Task:
Copy out every entry, keeping each character the same.

Exercise material:
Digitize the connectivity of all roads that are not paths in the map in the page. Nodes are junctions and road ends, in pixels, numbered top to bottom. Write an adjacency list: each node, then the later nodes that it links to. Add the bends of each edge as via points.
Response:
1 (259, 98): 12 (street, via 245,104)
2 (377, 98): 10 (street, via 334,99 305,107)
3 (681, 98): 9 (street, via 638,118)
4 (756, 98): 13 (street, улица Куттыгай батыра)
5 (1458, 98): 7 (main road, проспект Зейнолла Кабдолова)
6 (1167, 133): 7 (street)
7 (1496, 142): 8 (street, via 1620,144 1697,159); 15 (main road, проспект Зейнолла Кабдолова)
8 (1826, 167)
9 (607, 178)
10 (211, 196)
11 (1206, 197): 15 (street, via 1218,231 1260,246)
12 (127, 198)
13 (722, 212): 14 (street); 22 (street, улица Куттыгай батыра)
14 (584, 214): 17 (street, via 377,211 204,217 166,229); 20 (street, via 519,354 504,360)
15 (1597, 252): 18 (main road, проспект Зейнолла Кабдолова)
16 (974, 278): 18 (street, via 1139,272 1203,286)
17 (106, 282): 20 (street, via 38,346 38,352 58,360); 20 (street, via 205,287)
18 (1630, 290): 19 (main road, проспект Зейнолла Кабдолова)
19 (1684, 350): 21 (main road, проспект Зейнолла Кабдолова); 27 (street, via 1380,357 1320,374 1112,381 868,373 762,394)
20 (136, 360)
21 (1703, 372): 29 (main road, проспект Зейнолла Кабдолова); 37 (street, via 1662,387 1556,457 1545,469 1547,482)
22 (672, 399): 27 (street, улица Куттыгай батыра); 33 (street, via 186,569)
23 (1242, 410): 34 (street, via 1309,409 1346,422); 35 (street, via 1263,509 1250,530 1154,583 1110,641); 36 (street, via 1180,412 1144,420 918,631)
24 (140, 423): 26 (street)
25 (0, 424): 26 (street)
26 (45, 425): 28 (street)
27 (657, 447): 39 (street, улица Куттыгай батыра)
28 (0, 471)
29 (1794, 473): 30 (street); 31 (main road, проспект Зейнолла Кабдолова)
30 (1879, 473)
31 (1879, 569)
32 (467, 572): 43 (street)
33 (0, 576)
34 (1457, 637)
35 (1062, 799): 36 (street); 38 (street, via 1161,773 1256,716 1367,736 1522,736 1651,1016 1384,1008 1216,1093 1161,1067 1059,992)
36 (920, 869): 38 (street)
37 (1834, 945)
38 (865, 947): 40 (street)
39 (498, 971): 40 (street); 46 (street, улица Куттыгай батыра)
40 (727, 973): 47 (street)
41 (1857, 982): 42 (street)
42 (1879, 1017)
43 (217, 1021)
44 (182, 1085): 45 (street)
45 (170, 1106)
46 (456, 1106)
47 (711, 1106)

Reply to the exercise:
Digitize the connectivity of all roads that are not paths in the map in the page. Nodes are junctions and road ends, in pixels, numbered top to bottom. Write an adjacency list: each node, then the later nodes that it links to. Add the bends of each edge as via points.
Response:
1 (259, 98): 12 (street, via 245,104)
2 (377, 98): 10 (street, via 334,99 305,107)
3 (681, 98): 9 (street, via 638,118)
4 (756, 98): 13 (street, улица Куттыгай батыра)
5 (1458, 98): 7 (main road, проспект Зейнолла Кабдолова)
6 (1167, 133): 7 (street)
7 (1496, 142): 8 (street, via 1620,144 1697,159); 15 (main road, проспект Зейнолла Кабдолова)
8 (1826, 167)
9 (607, 178)
10 (211, 196)
11 (1206, 197): 15 (street, via 1218,231 1260,246)
12 (127, 198)
13 (722, 212): 14 (street); 22 (street, улица Куттыгай батыра)
14 (584, 214): 17 (street, via 377,211 204,217 166,229); 20 (street, via 519,354 504,360)
15 (1597, 252): 18 (main road, проспект Зейнолла Кабдолова)
16 (974, 278): 18 (street, via 1139,272 1203,286)
17 (106, 282): 20 (street, via 38,346 38,352 58,360); 20 (street, via 205,287)
18 (1630, 290): 19 (main road, проспект Зейнолла Кабдолова)
19 (1684, 350): 21 (main road, проспект Зейнолла Кабдолова); 27 (street, via 1380,357 1320,374 1112,381 868,373 762,394)
20 (136, 360)
21 (1703, 372): 29 (main road, проспект Зейнолла Кабдолова); 37 (street, via 1662,387 1556,457 1545,469 1547,482)
22 (672, 399): 27 (street, улица Куттыгай батыра); 33 (street, via 186,569)
23 (1242, 410): 34 (street, via 1309,409 1346,422); 35 (street, via 1263,509 1250,530 1154,583 1110,641); 36 (street, via 1180,412 1144,420 918,631)
24 (140, 423): 26 (street)
25 (0, 424): 26 (street)
26 (45, 425): 28 (street)
27 (657, 447): 39 (street, улица Куттыгай батыра)
28 (0, 471)
29 (1794, 473): 30 (street); 31 (main road, проспект Зейнолла Кабдолова)
30 (1879, 473)
31 (1879, 569)
32 (467, 572): 43 (street)
33 (0, 576)
34 (1457, 637)
35 (1062, 799): 36 (street); 38 (street, via 1161,773 1256,716 1367,736 1522,736 1651,1016 1384,1008 1216,1093 1161,1067 1059,992)
36 (920, 869): 38 (street)
37 (1834, 945)
38 (865, 947): 40 (street)
39 (498, 971): 40 (street); 46 (street, улица Куттыгай батыра)
40 (727, 973): 47 (street)
41 (1857, 982): 42 (street)
42 (1879, 1017)
43 (217, 1021)
44 (182, 1085): 45 (street)
45 (170, 1106)
46 (456, 1106)
47 (711, 1106)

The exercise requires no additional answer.